You’ll have to get to the shop/restaurant/cafe, spend enough time there to get what you need and then write up your report, which all takes time; the report in particular. And we don’t just mean half an hour here or there; it can be a couple of hours. So before you commit to anything make sure you actually have the time to do it.

It’s not constant work

The amount and time work you get as a mystery shopper isn’t constant, so if you’re looking to make extra money regularly, try bar work or retail. The amount of work you can get mystery shopping depends on where you live and how much competition you’re up against in your area. You won’t be staying in fancy hotels straight away, either. You need to build up your mystery shopping reviews through smaller jobs first before you’re entrusted with the big stuff so it pays to provide thorough, detailed feedback.

The money isn’t instant

This isn’t a get-rich-quick scheme so don’t go into it thinking that you’ll earn an easy grand because, well, you won’t. It’ll be nowhere near that. And, just like most jobs, you won’t get paid straight away and it depends on the job or organisation but you might not be paid travel expenses either so although you are earning money, you’ll need another source of income if you’ve got bills to pay! So if you’ve read down this far and are thinking ‘yeah, this sounds good! I think I might give it a try’, beware! There are a few scams out there, mainly sites that ask you to pay: that is a scam, do not do it! Check a company’s credentials at first.

What qualities do you need?

A good memory is essential, as you can hardly go to a restaurant and start looking around you, asking questions to test the server’s knowledge of the menu then start scribbling stuff down because that’s not very mysterious at all. Similarly, you can’t be reading off a piece of paper what you need to buy in a shop. So if you often find yourself in a room wondering what you went in there for, mystery shopping probably isn’t for you!

Attention to detail, as some tasks can be quite challenging. We might need lots of details about things in store, different steps you’ve gone through, what a salesperson says, photos, copies of receipts; so it can be quite involved,” explains Matthew Webster of GFK mystery shopping. “And honesty and integrity. As a reputable company we’ll quickly identify if they’re [a potential mystery shopper] trying to fabricate, so we look for genuine and honest people,” he adds.
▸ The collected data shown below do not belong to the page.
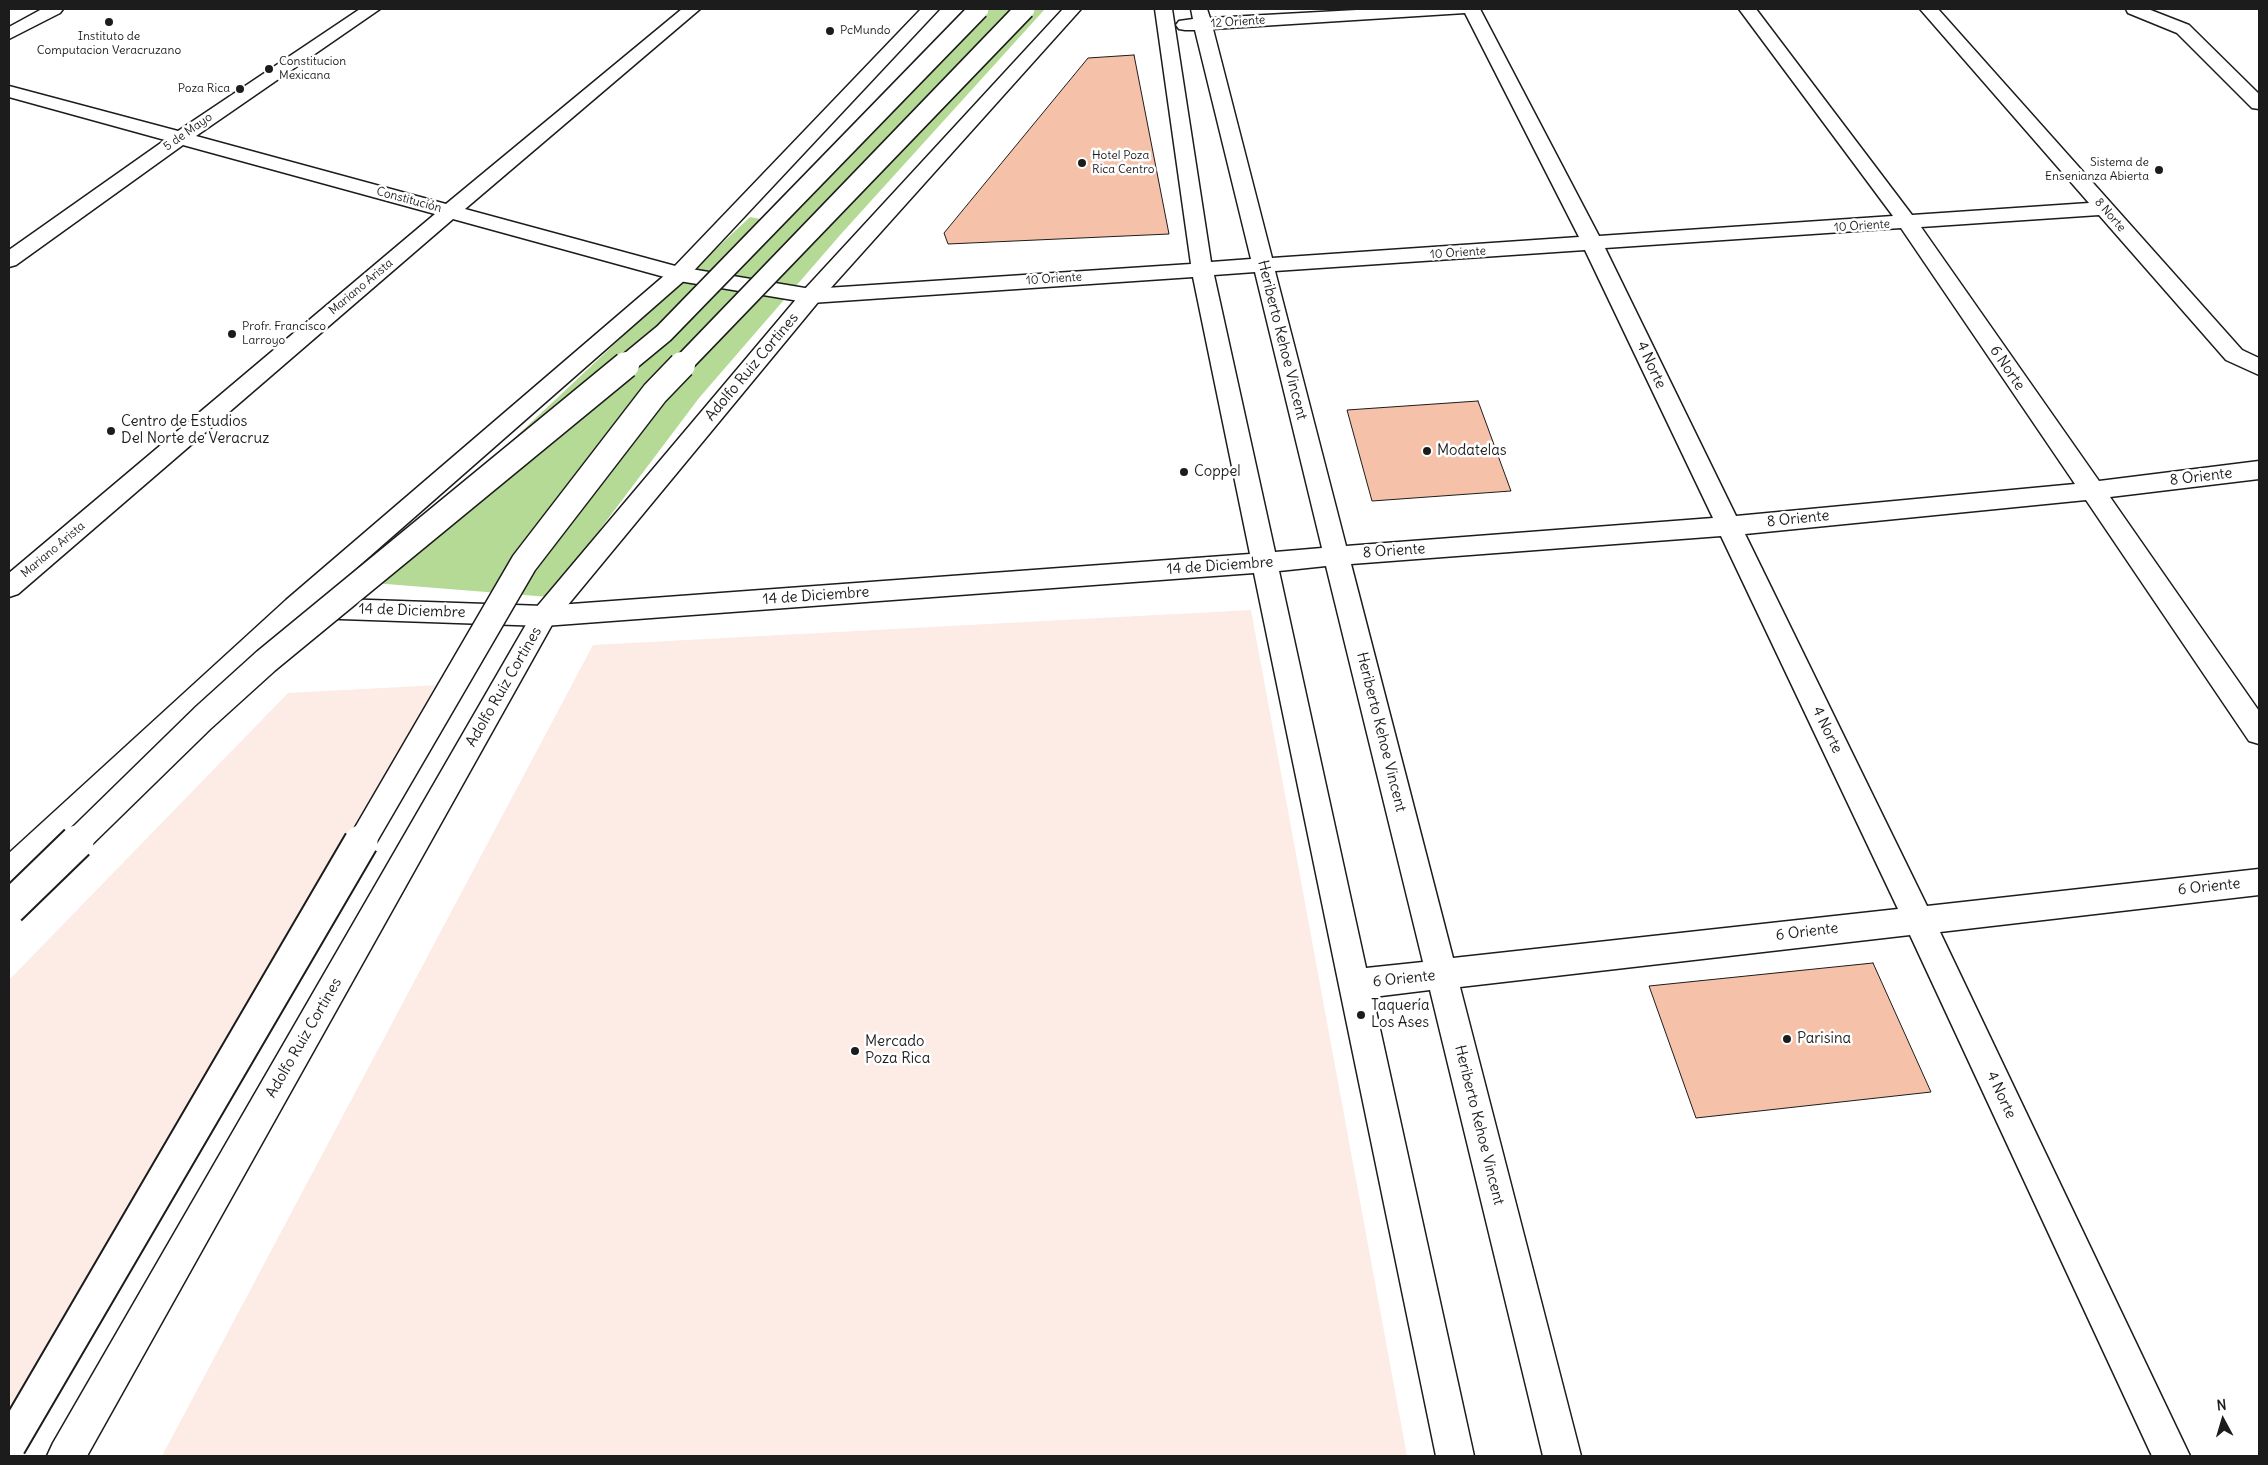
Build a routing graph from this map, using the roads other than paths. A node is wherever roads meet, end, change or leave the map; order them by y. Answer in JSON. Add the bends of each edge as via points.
{"nodes":[{"id":1,"x":54,"y":9,"type":"edge"},
{"id":2,"x":371,"y":9,"type":"edge"},
{"id":3,"x":692,"y":9,"type":"edge"},
{"id":4,"x":930,"y":9,"type":"edge"},
{"id":5,"x":979,"y":9,"type":"edge"},
{"id":6,"x":1025,"y":9,"type":"edge"},
{"id":7,"x":1072,"y":9,"type":"edge"},
{"id":8,"x":1460,"y":9,"type":"edge"},
{"id":9,"x":1472,"y":9,"type":"edge"},
{"id":10,"x":1747,"y":9,"type":"edge"},
{"id":11,"x":1929,"y":9,"type":"edge"},
{"id":12,"x":2134,"y":9,"type":"edge"},
{"id":13,"x":1427,"y":10,"type":"edge"},
{"id":14,"x":1164,"y":17,"type":"edge"},
{"id":15,"x":1201,"y":17,"type":"edge"},
{"id":16,"x":9,"y":34,"type":"edge"},
{"id":17,"x":9,"y":92,"type":"edge"},
{"id":18,"x":2259,"y":104,"type":"edge"},
{"id":19,"x":180,"y":138,"type":"junction"},
{"id":20,"x":2105,"y":208,"type":"junction"},
{"id":21,"x":450,"y":211,"type":"junction"},
{"id":22,"x":1908,"y":223,"type":"junction"},
{"id":23,"x":1593,"y":244,"type":"junction"},
{"id":24,"x":9,"y":260,"type":"edge"},
{"id":25,"x":1263,"y":266,"type":"junction"},
{"id":26,"x":1202,"y":270,"type":"junction"},
{"id":27,"x":679,"y":274,"type":"junction"},
{"id":28,"x":811,"y":296,"type":"junction"},
{"id":29,"x":2259,"y":367,"type":"edge"},
{"id":30,"x":2259,"y":470,"type":"edge"},
{"id":31,"x":2090,"y":491,"type":"junction"},
{"id":32,"x":1728,"y":526,"type":"junction"},
{"id":33,"x":1336,"y":556,"type":"junction"},
{"id":34,"x":1265,"y":563,"type":"junction"},
{"id":35,"x":9,"y":587,"type":"edge"},
{"id":36,"x":295,"y":607,"type":"junction"},
{"id":37,"x":544,"y":616,"type":"junction"},
{"id":38,"x":2259,"y":733,"type":"edge"},
{"id":39,"x":9,"y":872,"type":"edge"},
{"id":40,"x":2259,"y":882,"type":"edge"},
{"id":41,"x":9,"y":908,"type":"edge"},
{"id":42,"x":1918,"y":919,"type":"junction"},
{"id":43,"x":1442,"y":974,"type":"junction"},
{"id":44,"x":1354,"y":984,"type":"junction"},
{"id":45,"x":9,"y":1445,"type":"edge"},
{"id":46,"x":66,"y":1456,"type":"edge"},
{"id":47,"x":1455,"y":1456,"type":"edge"},
{"id":48,"x":1562,"y":1456,"type":"edge"},
{"id":49,"x":2171,"y":1456,"type":"edge"}],
"edges":[{"from":1,"to":16,"type":"street"},
{"from":2,"to":19,"type":"street","name":"5 de Mayo"},
{"from":3,"to":21,"type":"street","name":"Mariano Arista"},
{"from":4,"to":27,"type":"street"},
{"from":5,"to":41,"type":"street","bridge":true,"via":[[664,333],[266,661],[203,718]]},
{"from":6,"to":45,"type":"street","bridge":true,"via":[[655,393],[524,563]]},
{"from":7,"to":28,"type":"street","name":"Adolfo Ruiz Cortines"},
{"from":8,"to":13,"type":"street","name":"12 Oriente"},
{"from":9,"to":23,"type":"street","name":"4 Norte"},
{"from":10,"to":22,"type":"street","name":"6 Norte"},
{"from":11,"to":20,"type":"street","name":"8 Norte"},
{"from":12,"to":18,"type":"street","via":[[2184,29]]},
{"from":13,"to":15,"type":"street","name":"12 Oriente"},
{"from":14,"to":15,"type":"street","name":"12 Oriente"},
{"from":14,"to":26,"type":"street"},
{"from":15,"to":25,"type":"street","name":"Heriberto Kehoe Vincent"},
{"from":17,"to":19,"type":"street","name":"Constitución"},
{"from":19,"to":21,"type":"street","name":"Constitución"},
{"from":19,"to":24,"type":"street","name":"5 de Mayo"},
{"from":20,"to":22,"type":"street","name":"10 Oriente"},
{"from":20,"to":29,"type":"street","name":"8 Norte","via":[[2234,354]]},
{"from":21,"to":27,"type":"street","name":"Constitución"},
{"from":21,"to":35,"type":"street","name":"Mariano Arista"},
{"from":22,"to":23,"type":"street","name":"10 Oriente"},
{"from":22,"to":31,"type":"street","name":"6 Norte"},
{"from":23,"to":25,"type":"street","name":"10 Oriente"},
{"from":23,"to":32,"type":"street","name":"4 Norte"},
{"from":25,"to":26,"type":"street","name":"10 Oriente"},
{"from":25,"to":33,"type":"street","name":"Heriberto Kehoe Vincent"},
{"from":26,"to":28,"type":"street","name":"10 Oriente"},
{"from":26,"to":34,"type":"street"},
{"from":27,"to":28,"type":"street","name":"Constitución"},
{"from":27,"to":36,"type":"street"},
{"from":28,"to":37,"type":"street","name":"Adolfo Ruiz Cortines"},
{"from":30,"to":31,"type":"street","name":"8 Oriente"},
{"from":31,"to":32,"type":"street","name":"8 Oriente"},
{"from":31,"to":38,"type":"street","name":"6 Norte"},
{"from":32,"to":33,"type":"street","name":"8 Oriente"},
{"from":32,"to":42,"type":"street","name":"4 Norte"},
{"from":33,"to":34,"type":"street","name":"14 de Diciembre"},
{"from":33,"to":43,"type":"street","name":"Heriberto Kehoe Vincent"},
{"from":34,"to":37,"type":"street","name":"14 de Diciembre"},
{"from":34,"to":44,"type":"street"},
{"from":36,"to":37,"type":"street","name":"14 de Diciembre"},
{"from":36,"to":39,"type":"street"},
{"from":37,"to":46,"type":"street","name":"Adolfo Ruiz Cortines"},
{"from":40,"to":42,"type":"street","name":"6 Oriente"},
{"from":42,"to":43,"type":"street","name":"6 Oriente"},
{"from":42,"to":49,"type":"street","name":"4 Norte"},
{"from":43,"to":44,"type":"street","name":"6 Oriente"},
{"from":43,"to":48,"type":"street","name":"Heriberto Kehoe Vincent"},
{"from":44,"to":47,"type":"street"}]}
If all this has got you a bit excited and you think mystery shopping is for you, check out GFK. Once you’re signed up, you’ll be able to log in and see the assignments on offer (or, if projects or more urgent, you may receive a call). When you’ve chosen a survey to complete you’ll receive a brief, on which you’ll be asked a series of test questions. This is to check you’ve read the briefing in detail; if you don’t answer the questions correctly, you don’t get the assignment. Good luck!